(Vatican Radio) Leaders of all the Christian Churches in Jerusalem have condemned the recent escalation of violence at the Temple Mount, or Haram ash-Sharif, a site sacred to Christians, Muslims and Jews.
Last Friday, three Arab Israeli gunmen opened fire on police officers at one of the gates adjacent to the site. Two policemen were killed before the attackers were shot dead, as they fled back into the complex.
In a joint statement, the heads of all 13 Christian communities in the city strongly condemned the attack and voiced concern about any changes to the historical agreement regulating access to religious sites in the Holy Land.

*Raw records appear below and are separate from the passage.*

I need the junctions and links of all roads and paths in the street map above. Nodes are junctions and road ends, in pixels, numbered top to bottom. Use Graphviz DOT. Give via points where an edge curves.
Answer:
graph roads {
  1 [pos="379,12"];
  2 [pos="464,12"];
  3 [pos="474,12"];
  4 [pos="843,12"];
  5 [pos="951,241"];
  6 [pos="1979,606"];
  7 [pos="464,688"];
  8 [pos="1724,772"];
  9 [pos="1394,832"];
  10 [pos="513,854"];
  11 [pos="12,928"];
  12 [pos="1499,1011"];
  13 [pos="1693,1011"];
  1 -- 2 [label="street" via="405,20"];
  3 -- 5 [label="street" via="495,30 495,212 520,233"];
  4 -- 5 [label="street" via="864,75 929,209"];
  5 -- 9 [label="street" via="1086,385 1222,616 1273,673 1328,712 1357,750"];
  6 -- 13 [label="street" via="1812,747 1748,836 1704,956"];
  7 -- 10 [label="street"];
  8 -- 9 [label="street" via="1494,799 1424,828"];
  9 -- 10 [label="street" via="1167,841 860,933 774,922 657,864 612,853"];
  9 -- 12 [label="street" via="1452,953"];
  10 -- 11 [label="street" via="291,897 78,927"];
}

The so-called ‘Status Quo’ governing ownership of the holy places was drawn up in the 18th century. The Christian leaders say “any threat to its continuity and integrity could easily lead to serious and unpredictable consequences”. They also pray “for a just and lasting peace” throughout the region.

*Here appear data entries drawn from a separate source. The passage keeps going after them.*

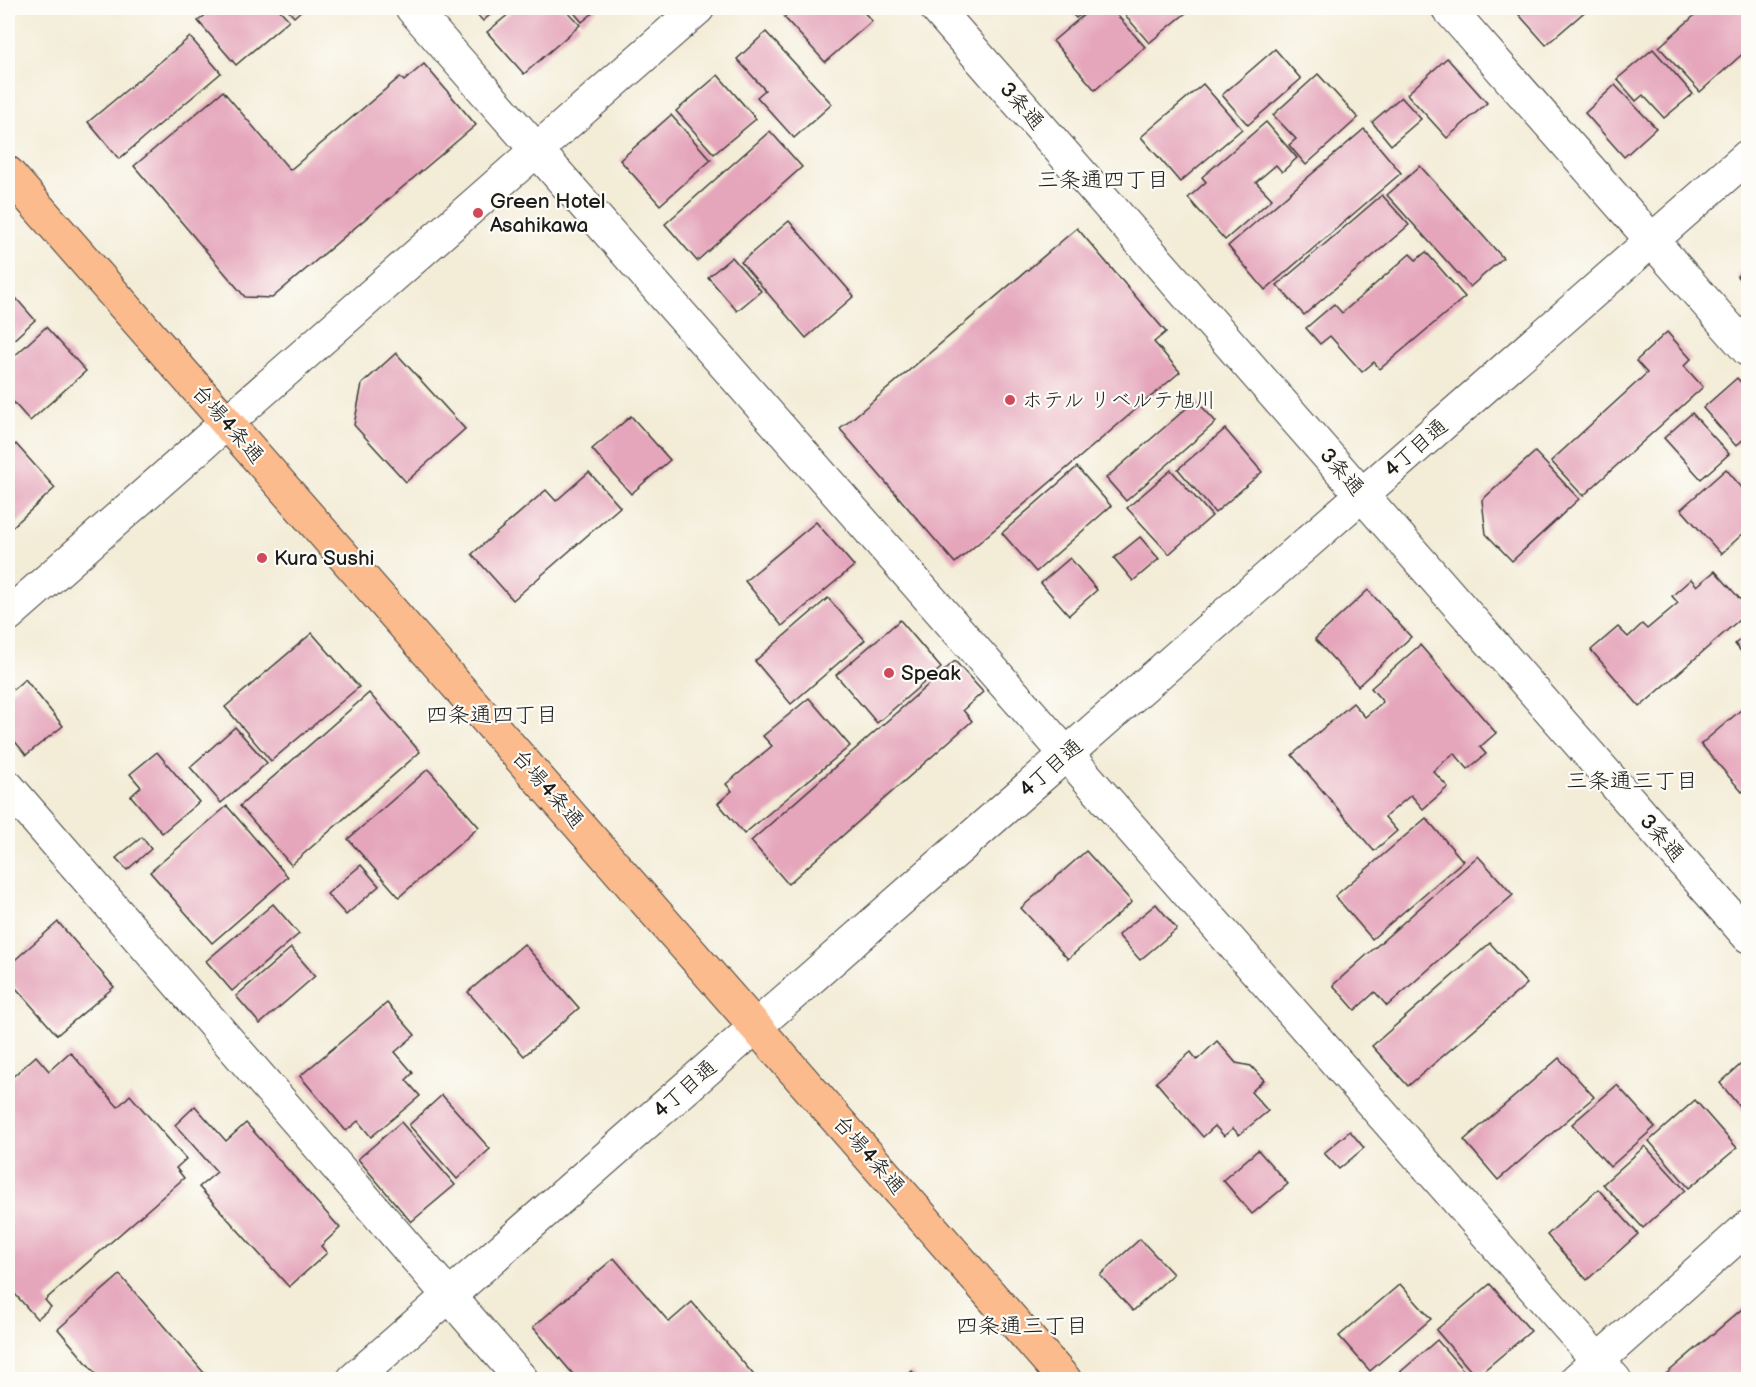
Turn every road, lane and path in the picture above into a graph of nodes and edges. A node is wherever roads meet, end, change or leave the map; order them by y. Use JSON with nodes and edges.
{"nodes":[{"id":1,"x":412,"y":8,"type":"edge"},
{"id":2,"x":698,"y":8,"type":"edge"},
{"id":3,"x":936,"y":8,"type":"edge"},
{"id":4,"x":1448,"y":8,"type":"edge"},
{"id":5,"x":536,"y":150,"type":"junction"},
{"id":6,"x":1749,"y":156,"type":"edge"},
{"id":7,"x":8,"y":173,"type":"edge"},
{"id":8,"x":1653,"y":240,"type":"junction"},
{"id":9,"x":1749,"y":350,"type":"edge"},
{"id":10,"x":226,"y":423,"type":"junction"},
{"id":11,"x":1363,"y":495,"type":"junction"},
{"id":12,"x":8,"y":615,"type":"edge"},
{"id":13,"x":1066,"y":754,"type":"junction"},
{"id":14,"x":8,"y":787,"type":"edge"},
{"id":15,"x":1749,"y":936,"type":"edge"},
{"id":16,"x":756,"y":1027,"type":"junction"},
{"id":17,"x":1749,"y":1227,"type":"edge"},
{"id":18,"x":448,"y":1296,"type":"junction"},
{"id":19,"x":1596,"y":1373,"type":"edge"},
{"id":20,"x":353,"y":1380,"type":"edge"},
{"id":21,"x":522,"y":1380,"type":"edge"},
{"id":22,"x":1065,"y":1380,"type":"edge"}],
"edges":[{"from":1,"to":5,"type":"street"},
{"from":2,"to":5,"type":"street"},
{"from":3,"to":11,"type":"street","name":"3条通"},
{"from":4,"to":8,"type":"street"},
{"from":5,"to":10,"type":"street"},
{"from":5,"to":13,"type":"street"},
{"from":6,"to":8,"type":"street","name":"4丁目通"},
{"from":7,"to":10,"type":"highway","name":"台場4条通"},
{"from":8,"to":9,"type":"street"},
{"from":8,"to":11,"type":"street","name":"4丁目通"},
{"from":10,"to":12,"type":"street"},
{"from":10,"to":16,"type":"highway","name":"台場4条通"},
{"from":11,"to":13,"type":"street","name":"4丁目通"},
{"from":11,"to":15,"type":"street","name":"3条通"},
{"from":13,"to":16,"type":"street","name":"4丁目通"},
{"from":13,"to":19,"type":"street"},
{"from":14,"to":18,"type":"street"},
{"from":16,"to":18,"type":"street","name":"4丁目通"},
{"from":16,"to":22,"type":"highway","name":"台場4条通"},
{"from":17,"to":19,"type":"street"},
{"from":18,"to":20,"type":"street","name":"4丁目通"},
{"from":18,"to":21,"type":"street"}]}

Philippa Hitchen spoke to one of the signatories of the statement, Palestinian Bishop Munib Younan, head of the Evangelical Lutheran Church of Jordan and the Holy Land….

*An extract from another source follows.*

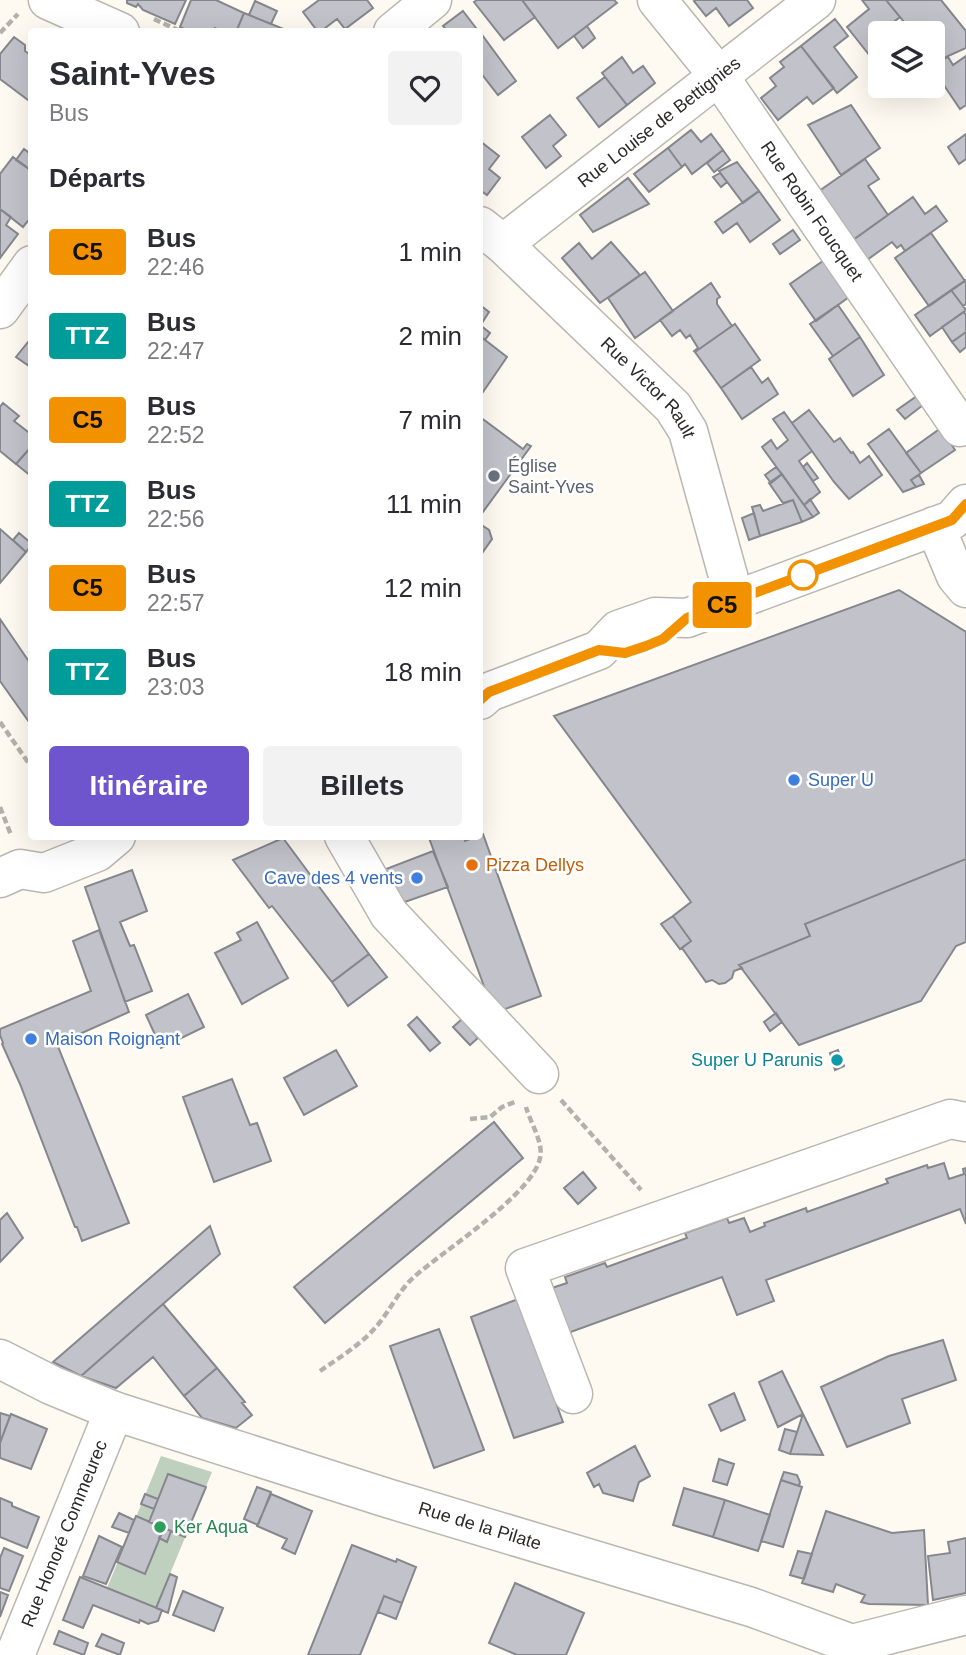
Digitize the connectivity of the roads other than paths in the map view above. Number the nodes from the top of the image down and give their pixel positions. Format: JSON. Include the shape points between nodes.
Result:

Bishop Younan says the position of the Christian leaders is very clear: “the holy places are places for worship, meditation and prayer, not places for conflict and fighting or disagreement or war”.
He also believes the measures taken in the aftermath of the attack “have really raised the tensions”, in particular the closure of the site to Muslims for Friday prayers and the installation of metal detectors. He insists there must be free access to the holy places and there cannot be a collective punishment “because of an attack by two persons”
Respect the 'status quo'
Asked about the need to guarantee security, he notes that during Ramadan every Friday between four and five hundred thousand Muslims enter the site, “and everything goes smoothly”. He stresses that it is vital to respect the ‘status quo’ and maintain the Temple Mount under the custodianship of King Abdullah of Jordan.
Political solution essential
Noting that both King Abdullah and Palestinian President Mahmoud Abbas condemned the attack, Bishop Younan says “in Palestinian society there are people who think differently” but the vast majority do not condone violence. However, he says that “mistrust is so deep” it’s essential to find a political solution to end “the Israeli occupation, which is considered illegal”.
Bishop Younan praises the position of Israel’s Chief Rabbinate and insists “we should not allow any radical group to make us hostages. He notes the religious leaders have a code of conduct “to respect each other’s holy places and not create any provocation against the other”.